• _Extracted information_

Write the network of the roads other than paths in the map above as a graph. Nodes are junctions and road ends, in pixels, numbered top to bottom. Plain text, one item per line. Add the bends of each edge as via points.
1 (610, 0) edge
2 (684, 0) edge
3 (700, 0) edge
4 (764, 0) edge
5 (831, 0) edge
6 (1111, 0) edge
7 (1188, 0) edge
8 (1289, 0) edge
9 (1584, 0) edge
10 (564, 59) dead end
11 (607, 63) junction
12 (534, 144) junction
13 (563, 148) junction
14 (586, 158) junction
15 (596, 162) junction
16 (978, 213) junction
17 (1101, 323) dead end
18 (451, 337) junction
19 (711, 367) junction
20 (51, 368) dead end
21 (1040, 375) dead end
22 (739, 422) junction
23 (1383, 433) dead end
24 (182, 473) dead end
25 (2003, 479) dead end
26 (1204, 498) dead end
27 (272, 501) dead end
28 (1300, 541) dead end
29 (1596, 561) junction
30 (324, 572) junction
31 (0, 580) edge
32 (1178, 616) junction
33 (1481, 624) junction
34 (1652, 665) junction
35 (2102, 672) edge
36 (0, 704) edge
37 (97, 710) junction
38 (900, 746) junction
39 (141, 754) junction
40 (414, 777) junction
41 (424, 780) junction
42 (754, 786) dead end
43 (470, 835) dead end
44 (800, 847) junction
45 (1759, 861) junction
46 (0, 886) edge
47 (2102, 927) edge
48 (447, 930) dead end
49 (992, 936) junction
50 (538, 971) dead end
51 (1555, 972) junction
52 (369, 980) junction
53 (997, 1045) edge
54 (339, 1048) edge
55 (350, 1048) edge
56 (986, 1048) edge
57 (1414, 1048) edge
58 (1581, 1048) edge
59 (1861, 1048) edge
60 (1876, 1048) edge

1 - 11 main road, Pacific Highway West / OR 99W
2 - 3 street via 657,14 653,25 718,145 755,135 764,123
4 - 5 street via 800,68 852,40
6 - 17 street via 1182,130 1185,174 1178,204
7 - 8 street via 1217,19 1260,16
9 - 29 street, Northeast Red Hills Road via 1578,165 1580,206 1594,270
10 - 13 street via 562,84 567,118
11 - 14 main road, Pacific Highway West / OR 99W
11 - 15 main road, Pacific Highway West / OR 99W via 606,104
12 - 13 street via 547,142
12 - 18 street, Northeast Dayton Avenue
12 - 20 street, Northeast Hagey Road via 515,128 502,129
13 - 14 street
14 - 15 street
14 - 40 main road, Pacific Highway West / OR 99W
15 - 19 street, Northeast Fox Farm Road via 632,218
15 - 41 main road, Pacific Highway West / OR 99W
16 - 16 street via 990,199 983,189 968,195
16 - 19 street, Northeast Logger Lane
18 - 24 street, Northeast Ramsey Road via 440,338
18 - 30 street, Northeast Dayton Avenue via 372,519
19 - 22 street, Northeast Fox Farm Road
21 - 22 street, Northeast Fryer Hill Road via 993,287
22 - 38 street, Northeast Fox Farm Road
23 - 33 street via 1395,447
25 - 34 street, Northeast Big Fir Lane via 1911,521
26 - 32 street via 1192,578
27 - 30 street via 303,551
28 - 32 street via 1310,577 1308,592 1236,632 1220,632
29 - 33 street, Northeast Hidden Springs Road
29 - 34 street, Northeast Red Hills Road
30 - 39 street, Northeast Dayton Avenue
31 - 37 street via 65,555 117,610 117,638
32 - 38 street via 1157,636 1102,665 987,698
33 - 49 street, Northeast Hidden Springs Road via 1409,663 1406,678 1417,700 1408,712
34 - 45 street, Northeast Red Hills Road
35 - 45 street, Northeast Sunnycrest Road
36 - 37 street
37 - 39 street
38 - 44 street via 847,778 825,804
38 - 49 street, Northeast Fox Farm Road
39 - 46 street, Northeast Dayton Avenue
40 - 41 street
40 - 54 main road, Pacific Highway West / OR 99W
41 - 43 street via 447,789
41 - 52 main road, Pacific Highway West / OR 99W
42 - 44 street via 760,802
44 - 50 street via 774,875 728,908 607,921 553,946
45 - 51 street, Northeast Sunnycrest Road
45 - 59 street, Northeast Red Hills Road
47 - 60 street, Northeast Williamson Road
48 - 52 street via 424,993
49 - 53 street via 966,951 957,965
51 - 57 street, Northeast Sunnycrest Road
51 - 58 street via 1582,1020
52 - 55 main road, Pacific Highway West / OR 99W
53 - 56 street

• _Required work_
Repeat each record exactly, leaving nothing out.

• _Finished task_
Write the network of the roads other than paths in the map above as a graph. Nodes are junctions and road ends, in pixels, numbered top to bottom. Plain text, one item per line. Add the bends of each edge as via points.
1 (610, 0) edge
2 (684, 0) edge
3 (700, 0) edge
4 (764, 0) edge
5 (831, 0) edge
6 (1111, 0) edge
7 (1188, 0) edge
8 (1289, 0) edge
9 (1584, 0) edge
10 (564, 59) dead end
11 (607, 63) junction
12 (534, 144) junction
13 (563, 148) junction
14 (586, 158) junction
15 (596, 162) junction
16 (978, 213) junction
17 (1101, 323) dead end
18 (451, 337) junction
19 (711, 367) junction
20 (51, 368) dead end
21 (1040, 375) dead end
22 (739, 422) junction
23 (1383, 433) dead end
24 (182, 473) dead end
25 (2003, 479) dead end
26 (1204, 498) dead end
27 (272, 501) dead end
28 (1300, 541) dead end
29 (1596, 561) junction
30 (324, 572) junction
31 (0, 580) edge
32 (1178, 616) junction
33 (1481, 624) junction
34 (1652, 665) junction
35 (2102, 672) edge
36 (0, 704) edge
37 (97, 710) junction
38 (900, 746) junction
39 (141, 754) junction
40 (414, 777) junction
41 (424, 780) junction
42 (754, 786) dead end
43 (470, 835) dead end
44 (800, 847) junction
45 (1759, 861) junction
46 (0, 886) edge
47 (2102, 927) edge
48 (447, 930) dead end
49 (992, 936) junction
50 (538, 971) dead end
51 (1555, 972) junction
52 (369, 980) junction
53 (997, 1045) edge
54 (339, 1048) edge
55 (350, 1048) edge
56 (986, 1048) edge
57 (1414, 1048) edge
58 (1581, 1048) edge
59 (1861, 1048) edge
60 (1876, 1048) edge

1 - 11 main road, Pacific Highway West / OR 99W
2 - 3 street via 657,14 653,25 718,145 755,135 764,123
4 - 5 street via 800,68 852,40
6 - 17 street via 1182,130 1185,174 1178,204
7 - 8 street via 1217,19 1260,16
9 - 29 street, Northeast Red Hills Road via 1578,165 1580,206 1594,270
10 - 13 street via 562,84 567,118
11 - 14 main road, Pacific Highway West / OR 99W
11 - 15 main road, Pacific Highway West / OR 99W via 606,104
12 - 13 street via 547,142
12 - 18 street, Northeast Dayton Avenue
12 - 20 street, Northeast Hagey Road via 515,128 502,129
13 - 14 street
14 - 15 street
14 - 40 main road, Pacific Highway West / OR 99W
15 - 19 street, Northeast Fox Farm Road via 632,218
15 - 41 main road, Pacific Highway West / OR 99W
16 - 16 street via 990,199 983,189 968,195
16 - 19 street, Northeast Logger Lane
18 - 24 street, Northeast Ramsey Road via 440,338
18 - 30 street, Northeast Dayton Avenue via 372,519
19 - 22 street, Northeast Fox Farm Road
21 - 22 street, Northeast Fryer Hill Road via 993,287
22 - 38 street, Northeast Fox Farm Road
23 - 33 street via 1395,447
25 - 34 street, Northeast Big Fir Lane via 1911,521
26 - 32 street via 1192,578
27 - 30 street via 303,551
28 - 32 street via 1310,577 1308,592 1236,632 1220,632
29 - 33 street, Northeast Hidden Springs Road
29 - 34 street, Northeast Red Hills Road
30 - 39 street, Northeast Dayton Avenue
31 - 37 street via 65,555 117,610 117,638
32 - 38 street via 1157,636 1102,665 987,698
33 - 49 street, Northeast Hidden Springs Road via 1409,663 1406,678 1417,700 1408,712
34 - 45 street, Northeast Red Hills Road
35 - 45 street, Northeast Sunnycrest Road
36 - 37 street
37 - 39 street
38 - 44 street via 847,778 825,804
38 - 49 street, Northeast Fox Farm Road
39 - 46 street, Northeast Dayton Avenue
40 - 41 street
40 - 54 main road, Pacific Highway West / OR 99W
41 - 43 street via 447,789
41 - 52 main road, Pacific Highway West / OR 99W
42 - 44 street via 760,802
44 - 50 street via 774,875 728,908 607,921 553,946
45 - 51 street, Northeast Sunnycrest Road
45 - 59 street, Northeast Red Hills Road
47 - 60 street, Northeast Williamson Road
48 - 52 street via 424,993
49 - 53 street via 966,951 957,965
51 - 57 street, Northeast Sunnycrest Road
51 - 58 street via 1582,1020
52 - 55 main road, Pacific Highway West / OR 99W
53 - 56 street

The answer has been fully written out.